Sans compter les filtres idéologiques liés à la perception même de ce qu’est une interruption volontaire de grossesse[5], selon que l’acte est conçu de manière plus ou moins neutre d’un point de vue axiologique et politique. Il va de soi que les tropismes académiques ont guidé les analyses, selon que l’on assume une lecture féministe, genrée, partisane d’un minimalisme éthique étatique, ou centrée sur la lutte des minorités ou même encore d’un tropisme plus favorable à la souveraineté populaire qu’à celle de la Nation ; ou bien que l’on considère favorablement la régulation étatique, l’ordre public de protection, la pérennité de valeurs communes tenant compte d’un certain conservatisme. La perception de la signification de l’énoncé constitutionnel dépend donc de tous ces paramètres et toute affirmation selon laquelle il faudrait écrire ceci plutôt que cela pour produire telle ou telle norme devient en elle-même une tentative de performation, pour imposer non seulement un point de vue sur le contexte d’énonciation, mais encore sur le produit de toute lecture qui produirait un processus juridique « non maitrisé »[6]. L’occurrence la plus avancée de ce phénomène se trouve sans doute dans les nombreuses interventions issues des courants féministes, partagées entre l’idée que l’IVG est déjà une réalité juridique constitutionnelle qu’il serait dangereux de minimiser et l’envie d’aller plus loin en renversant les équilibres en place au profit d’un renforcement espéré des prérogatives concrètes attachées à l’IVG et qui ne se trouvent pas dans la Constitution mais dans des textes encore à venir. Quand d’autres ont justement alerté sur l’inutile danger des réformes symboliques[7]. Il ne s’est d’ailleurs pas vraiment trouvé d’auteur ayant assumé un point de vue ouvertement non-féministe ou antiavortement, alors qu’il ne manque pas de plaidoyers en faveur d’une forme d’autonomie absolue de la femme sur la procréation[8]. Chacun n’a joué que sur la corde de l’utilité ou non d’une telle réforme pour mieux garantir qu’il s’agit bien d’un droit et non d’une liberté, voire, comme autrefois d’une « tolérance ».

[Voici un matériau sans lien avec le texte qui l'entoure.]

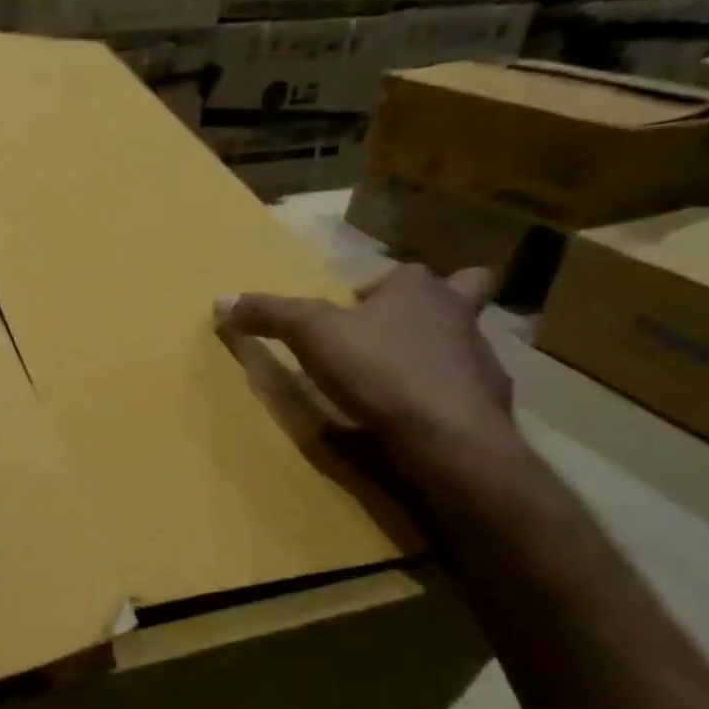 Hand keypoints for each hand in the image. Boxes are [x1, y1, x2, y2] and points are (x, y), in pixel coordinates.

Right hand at [213, 264, 512, 474]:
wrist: (447, 434)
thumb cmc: (379, 369)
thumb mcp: (311, 335)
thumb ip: (270, 315)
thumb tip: (220, 300)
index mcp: (417, 288)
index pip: (399, 274)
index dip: (374, 291)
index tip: (350, 315)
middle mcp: (458, 312)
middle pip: (460, 291)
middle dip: (439, 303)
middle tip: (399, 329)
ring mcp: (481, 355)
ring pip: (463, 339)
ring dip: (437, 350)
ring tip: (399, 377)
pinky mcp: (488, 399)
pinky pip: (464, 386)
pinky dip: (443, 394)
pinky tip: (415, 413)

Les débats académiques ont donc généralement manqué de neutralité technique et de neutralité axiologique[9] ; engageant dans l’arène « épistocratique » les tendances, connues ou voilées, des membres de la doctrine, aux côtés d’un personnel politique lui-même mesuré dans ses oppositions. L’idée n’est pas, pour autant, ici, de verser dans un nihilisme fataliste qui nierait la possibilité d’une base académique commune.
Ainsi, la doctrine a-t-elle tenté de durcir le débat en lisant dans un avenir malgré tout surdéterminé par la marge d’autolimitation que le juge s’octroie sur les questions qu’il juge lui-même « de société »[10], sans qu’aucun critère n’ait jamais été avancé sur ce que recouvre ce domaine[11]. Ainsi, la protection de l’environnement (et les changements de comportement radicaux qu’elle recèle) ou bien les lois de protection sociale, ne relèvent pas des questions de société, mais la santé, l’embryon ou la fin de vie le sont. Feignant de croire que les techniques de contentieux constitutionnels ont quelque chose de neutre, de rassurant, voire de prévisible par une causalité qui n’est accessible qu’aux néo-constitutionnalistes, une part de la doctrine a tenté de dépasser l’indépassable enjeu des préjugés et présupposés axiologiques.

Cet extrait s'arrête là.